Le Spighe Verdi 2026 sono state assegnate in 15 Regioni. Il Piemonte ottiene il maggior numero di riconoscimenti con 22 Spighe Verdi (un’uscita e cinque ingressi): Acqui Terme, Alba, Barolo, Barone Canavese, Bra, Caluso, Candia Canavese, Canelli, Carignano, Centallo, Cherasco, Chiusa di Pesio, Farigliano, Gamalero, Gavi, Guarene, Monforte d’Alba, Narzole, Poirino, Pralormo, Santo Stefano Belbo e Volpedo.

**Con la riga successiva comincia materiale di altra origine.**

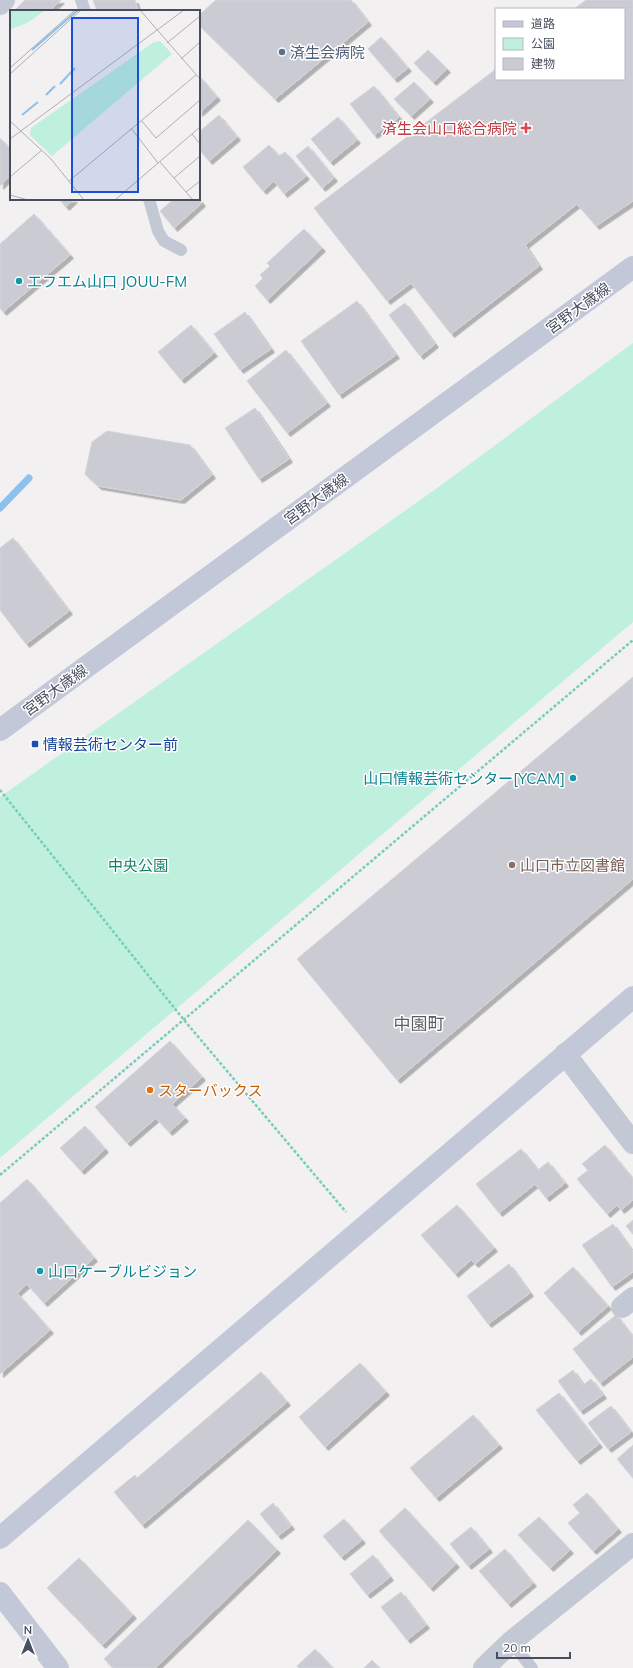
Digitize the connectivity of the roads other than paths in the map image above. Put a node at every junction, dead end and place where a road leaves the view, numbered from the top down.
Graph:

Salgono a 11 le località per la Calabria (un nuovo Comune): Belcastro, Cariati, Crosia, Locri, Miglierina, Montegiordano, Roseto Capo Spulico, Santa Maria del Cedro, Sellia Marina, Trebisacce, Villapiana. Le Marche vantano 9 località premiate: Esanatoglia, Grottammare, Matelica, Mondolfo, Montecassiano, Montelupone, Numana, Senigallia, Sirolo. Anche la Campania ottiene 9 riconoscimenti (con due ingressi): Agropoli, Ascea, Capaccio-Paestum, Conca della Campania, Foiano di Val Fortore, Massa Lubrense, Moio della Civitella, Monteforte Cilento, Positano. E’ di 8 il numero delle Spighe Verdi in Umbria: Deruta, Gubbio, Montecastrilli, Montefalco, Norcia, Scheggino, Todi, Trevi. Anche la Puglia ottiene 8 Comuni Spighe Verdi: Andria, Bisceglie, Castellaneta, Carovigno, Maruggio, Nardò, Ostuni, Troia. Sono 7 le località del Lazio (due ingressi): Canale Monterano, Gaeta, Morro Reatino, Pontinia, Rivodutri, Sabaudia, San Felice Circeo. Segue la Toscana, che ottiene 6 riconoscimenti (due uscite): Bibbona, Castiglione della Pescaia, Castagneto Carducci, Gambassi Terme, Grosseto, Orbetello. In Liguria i Comuni sono 4: Andora, Borgio Verezzi, Lavagna, Sanremo. La Sicilia conta 3 località: Modica, Ragusa, Vittoria. Sono 3 anche le Spighe Verdi in Abruzzo: Gioia dei Marsi, San Salvo e Tortoreto. Il Veneto vanta 2 località: Montagnana e Porto Tolle. I Comuni Spighe Verdi sono 2 anche in Basilicata: Nova Siri e Pisticci; e 2 in Lombardia: Ome e Sant’Alessio con Vialone. Uno è il Comune in Emilia-Romagna, Parma.